Canonical Issues: How to Find & Fix and Avoid Them
Recognizing canonical issues is your first step towards resolving them efficiently. As with any other SEO strategy, you must equip yourself with the right knowledge, take proactive steps to avoid common pitfalls, and keep a close eye on your implementation.

Let’s understand what a canonical issue is and explore how to deal with canonical issues. But before, it is required to understand what actually is a canonical tag.

What are Canonical Tags?

Consider this scenario - you have a product listed under multiple categories on your e-commerce site, each having its dedicated URL. The product description remains the same, thus creating duplicate content. Here, a canonical tag comes into play, indicating to the search engine your preferred URL (canonical URL) for indexing and ranking.
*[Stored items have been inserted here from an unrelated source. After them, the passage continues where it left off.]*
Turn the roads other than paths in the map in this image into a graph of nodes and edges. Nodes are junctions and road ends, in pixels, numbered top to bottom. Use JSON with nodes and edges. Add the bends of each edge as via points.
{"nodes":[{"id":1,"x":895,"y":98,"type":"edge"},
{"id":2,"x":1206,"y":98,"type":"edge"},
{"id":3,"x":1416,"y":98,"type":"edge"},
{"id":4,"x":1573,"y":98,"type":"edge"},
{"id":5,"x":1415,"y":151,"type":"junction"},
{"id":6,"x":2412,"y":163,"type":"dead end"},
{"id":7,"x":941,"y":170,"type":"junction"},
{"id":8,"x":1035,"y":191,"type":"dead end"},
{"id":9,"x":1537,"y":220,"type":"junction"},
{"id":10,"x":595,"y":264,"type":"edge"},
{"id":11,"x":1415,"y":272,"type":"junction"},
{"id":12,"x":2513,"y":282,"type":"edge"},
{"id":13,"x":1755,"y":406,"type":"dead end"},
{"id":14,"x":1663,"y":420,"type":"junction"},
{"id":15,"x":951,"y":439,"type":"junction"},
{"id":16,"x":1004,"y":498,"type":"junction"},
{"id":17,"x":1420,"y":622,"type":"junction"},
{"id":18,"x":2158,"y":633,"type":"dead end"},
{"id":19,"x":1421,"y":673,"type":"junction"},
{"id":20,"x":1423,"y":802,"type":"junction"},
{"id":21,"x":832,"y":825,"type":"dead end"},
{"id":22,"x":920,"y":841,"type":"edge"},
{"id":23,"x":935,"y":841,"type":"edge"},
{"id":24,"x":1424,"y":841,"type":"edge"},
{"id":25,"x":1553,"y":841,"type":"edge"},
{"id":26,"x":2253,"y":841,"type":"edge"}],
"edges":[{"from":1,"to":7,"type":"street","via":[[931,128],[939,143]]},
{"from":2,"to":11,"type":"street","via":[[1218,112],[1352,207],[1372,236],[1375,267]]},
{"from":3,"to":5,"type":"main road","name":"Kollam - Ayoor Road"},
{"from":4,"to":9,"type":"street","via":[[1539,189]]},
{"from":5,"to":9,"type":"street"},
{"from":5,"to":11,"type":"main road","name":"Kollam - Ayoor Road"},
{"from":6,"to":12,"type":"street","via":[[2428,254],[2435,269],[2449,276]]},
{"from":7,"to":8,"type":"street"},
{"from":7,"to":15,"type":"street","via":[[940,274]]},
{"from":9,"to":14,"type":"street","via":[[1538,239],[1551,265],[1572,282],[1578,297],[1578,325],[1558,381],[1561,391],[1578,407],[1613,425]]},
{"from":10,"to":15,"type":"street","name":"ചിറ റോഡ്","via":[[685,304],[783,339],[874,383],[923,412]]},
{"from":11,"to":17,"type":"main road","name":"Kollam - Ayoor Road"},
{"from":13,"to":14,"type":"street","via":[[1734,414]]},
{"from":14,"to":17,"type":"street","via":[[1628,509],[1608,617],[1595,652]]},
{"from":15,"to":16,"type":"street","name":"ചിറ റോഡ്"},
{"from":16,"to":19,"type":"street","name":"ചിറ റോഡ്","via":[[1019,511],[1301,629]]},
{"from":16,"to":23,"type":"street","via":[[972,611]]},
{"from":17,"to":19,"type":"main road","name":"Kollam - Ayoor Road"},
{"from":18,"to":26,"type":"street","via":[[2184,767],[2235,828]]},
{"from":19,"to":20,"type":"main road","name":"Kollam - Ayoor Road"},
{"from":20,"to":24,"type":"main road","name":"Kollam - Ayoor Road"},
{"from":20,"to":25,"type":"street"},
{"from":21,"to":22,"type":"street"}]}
A canonical tag is a snippet of HTML code inserted into the web page's header section to tell search engines which version of a duplicate page you want them to rank in their search results. 

Synonymous to rel=“canonical”, this tag is quite a powerful tool to help you deal with duplicate content and canonical issues head-on.

After you identify duplicate content on your site, choose the page version you want search engines to index and rank - your 'canonical' URL. In the <head> section of your HTML of duplicate pages, add the link tag, <link rel="canonical" href="preferred-URL" />. Replace 'preferred-URL' with your chosen canonical URL and implement this across all duplicate URLs.

two webpages

Canonical tags help in consolidating link signals. By specifying the canonical URL, all the links, content metrics, and ranking power of duplicate pages are credited to the canonical version.

Also, a well-planned canonicalization strategy helps search engines in focusing their crawl budget on unique pages, leading to better indexing.

What are Canonical Issues?

A canonical issue arises when search engines are unable to determine the 'most preferred' version of a page or a set of pages on your site. This creates hiccups in indexing, affecting your site's search engine ranking. 

The root causes of canonical issues include:

🚨 Duplicate content: When the same content appears on multiple URLs, it leads to confusion for search engine crawlers to decide which version to show in results. Some common situations involve content replication across different site areas like http/https or www/non-www versions, mobile & desktop versions, replicated content across subdomains, URL parameters generated by CMS or on-site filters, and session IDs created for analytics tracking.

🚨 Copy-pasting content: Copy-pasting content across multiple sites can trigger a canonical issue. While it's typical for syndicated or shared content, it’s crucial to manage these scenarios effectively.

🚨 URL structure changes: When you modify URLs for a better site structure or UX, you have to make sure to manage old URLs to prevent canonical issues.

🚨 Improperly configured rel=canonical or 301 redirects: These signals tell search engines about your preferred version of a page. Incorrect implementation may cause canonical issues.

Canonical issues need immediate attention because if your page versions are getting backlinks independently, it distributes the link equity among them, diluting the ranking power they could generate collectively.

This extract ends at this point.